It's been five years this month since our family grew from three to six. Coming from a family of four, I never thought I'd want a family so big - and children so close together in age. (Callie always wanted a brood - the number "10" was bandied about before we got married, and I pretended not to hear it.)
When we got the kids, I heard from a lot of close friends who congratulated me but said we were crazy for taking on this kind of load, this kind of commitment. I was a nervous wreck when we told the kids' worker, a family friend, that we'd take them in. Here's what I knew was at stake:
- Free time
- Weekends
- Money
- Sanity
I lost them all, of course. Every parent does. But here is a little of what I gained:
- A four-part chorus of laughter, several times a day.
- Excited screams when I get home from work.
- Birthday gift conspirators.
- Old haunts rediscovered.
- Waking up to four children existing in perfect harmony (most of the time).
- Soccer games and concerts.
- Existence of a just and benevolent God.

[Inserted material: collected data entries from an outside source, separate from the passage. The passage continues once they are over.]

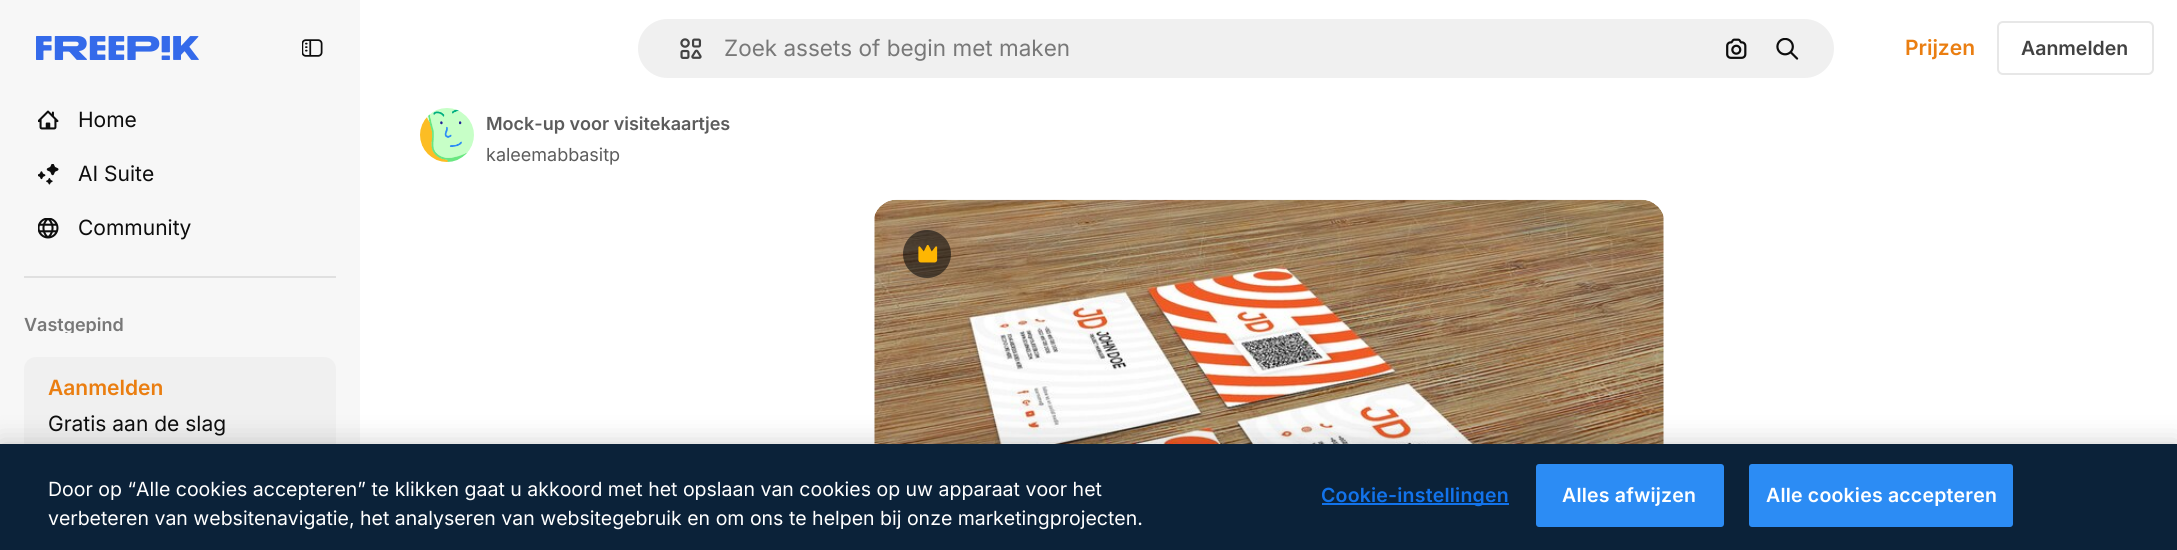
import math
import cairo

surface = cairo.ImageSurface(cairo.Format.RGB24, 2177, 550)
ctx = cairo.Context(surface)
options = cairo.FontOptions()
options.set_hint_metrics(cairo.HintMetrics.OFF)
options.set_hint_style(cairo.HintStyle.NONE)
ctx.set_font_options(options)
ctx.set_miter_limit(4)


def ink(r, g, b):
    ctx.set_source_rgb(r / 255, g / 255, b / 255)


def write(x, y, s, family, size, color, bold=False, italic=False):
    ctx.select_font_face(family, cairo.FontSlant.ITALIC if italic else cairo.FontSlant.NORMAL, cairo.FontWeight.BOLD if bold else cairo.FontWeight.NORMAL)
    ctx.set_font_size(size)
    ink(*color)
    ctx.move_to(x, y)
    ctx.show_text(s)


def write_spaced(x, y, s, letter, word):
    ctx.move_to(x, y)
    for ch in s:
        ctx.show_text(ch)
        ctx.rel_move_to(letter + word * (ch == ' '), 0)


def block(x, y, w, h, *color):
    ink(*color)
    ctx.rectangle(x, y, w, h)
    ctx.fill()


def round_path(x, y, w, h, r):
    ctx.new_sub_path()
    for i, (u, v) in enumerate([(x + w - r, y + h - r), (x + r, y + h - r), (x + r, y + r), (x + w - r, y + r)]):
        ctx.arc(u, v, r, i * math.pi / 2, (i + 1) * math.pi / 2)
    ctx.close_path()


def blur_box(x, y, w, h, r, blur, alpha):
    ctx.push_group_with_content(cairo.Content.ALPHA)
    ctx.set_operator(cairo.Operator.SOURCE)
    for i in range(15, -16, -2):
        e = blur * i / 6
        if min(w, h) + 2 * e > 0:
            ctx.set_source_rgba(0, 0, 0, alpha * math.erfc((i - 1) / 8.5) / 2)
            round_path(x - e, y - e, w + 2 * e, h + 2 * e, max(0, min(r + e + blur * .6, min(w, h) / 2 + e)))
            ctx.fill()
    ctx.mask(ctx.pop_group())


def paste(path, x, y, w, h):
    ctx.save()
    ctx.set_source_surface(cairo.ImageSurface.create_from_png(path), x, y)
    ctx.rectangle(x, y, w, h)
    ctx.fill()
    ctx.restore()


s1 = dict(family="Inter", size=21, color=(13, 13, 13))
s2 = dict(family="Inter SemiBold", size=18, color=(120, 120, 120))
s3 = dict(family="Inter SemiBold", size=21, color=(234, 126, 17))
s4 = dict(family="Inter", size=22.5, color=(120, 120, 120))
s5 = dict(family="Inter SemiBold", size=19.5, color=(66, 66, 66))
s6 = dict(family="Inter SemiBold", size=18, color=(92, 92, 92))
s7 = dict(family="Inter", size=18, color=(92, 92, 92))
s8 = dict(family="Inter", size=19.5, color=(255, 255, 255))

ink(255, 255, 255)
ctx.paint()
block(0, 0, 360, 444, 247, 247, 247)
paste("pic1.png", 36, 36, 163, 24)
paste("pic2.png", 302, 39, 21, 18)
paste("pic3.png", 38, 110, 21, 20)
write(78, 127, "Home", **s1)
paste("pic4.png", 38, 164, 21, 21)
write(78, 181, "AI Suite", **s1)
paste("pic5.png", 38, 218, 21, 21)
write(78, 235, "Community", **s1)
block(24, 276, 312, 2, 224, 224, 224)
ctx.save()
ctx.rectangle(24, 96, 324, 237)
ctx.clip()
write(24, 331, "Vastgepind", **s2)
ctx.restore()
ink(240, 240, 240)
round_path(24, 357, 312, 98, 12)
ctx.fill()
write(48, 395, "Aanmelden", **s3)
write(48, 431, "Gratis aan de slag", **s1)
ink(240, 240, 240)
round_path(637, 18, 1198, 61, 30.5)
ctx.fill_preserve()
ink(255, 255, 255)
ctx.stroke()
paste("pic6.png", 680, 38, 22, 21)
write(724, 56, "Zoek assets of begin met maken", **s4)
paste("pic7.png", 1726, 38, 21, 21)
paste("pic8.png", 1776, 38, 23, 22)
write(1905, 55, "Prijzen", **s3)
round_path(1998, 22, 155, 52, 5)
ink(231, 231, 231)
ctx.stroke()
write(2021, 55, "Aanmelden", **s5)
paste("pic9.png", 420, 108, 54, 54)
write(486, 130, "Mock-up voor visitekaartjes", **s6)
write(486, 161, "kaleemabbasitp", **s7)
paste("pic10.png", 874, 199, 790, 245)
ctx.set_source_rgba(0.051, 0.051, 0.051, 0.6)
ctx.arc(927, 254, 24, 0, 2 * math.pi)
ctx.fill()
paste("pic11.png", 918, 245, 20, 18)
ink(0, 0, 0)
blur_box(0, 444, 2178, 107, 0, 13.5, 0.2)
block(0, 444, 2177, 106, 11, 34, 57)
write(48, 496, "Door op “Alle cookies accepteren” te klikken gaat u akkoord met het opslaan van cookies op uw apparaat voor het", **s8)
write(48, 525, "verbeteren van websitenavigatie, het analyseren van websitegebruik en om ons te helpen bij onze marketingprojecten.", **s8)
block(1322, 503, 187, 2, 18, 115, 235)
ctx.select_font_face("Inter SemiBold")
write_spaced(1321, 502, "Cookie-instellingen", 0.2, 0)
ink(44, 140, 244)
round_path(1537, 465, 186, 61, 2)
ctx.fill_preserve()
ctx.stroke()
ink(255, 255, 255)
write_spaced(1562, 502, "Alles afwijzen", 0.2, 0)
ink(44, 140, 244)
round_path(1750, 465, 262, 61, 2)
ctx.fill_preserve()
ctx.stroke()
ink(255, 255, 255)
write_spaced(1766, 502, "Alle cookies accepteren", 0.2, 0)
surface.write_to_png("screenshot.png")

- A chance to be young again, and for days at a time.
If I had known all the work I'd put into parenting these children, I might not have wanted to do it. And I would've missed out.
Michael Caine was in a movie a couple of years ago - The Weather Man - and said a line that blindsided me. I've tried to live my life by it ever since. Goes like this:
The hard thing to do and the right thing to do are usually the same thing.
Exactly.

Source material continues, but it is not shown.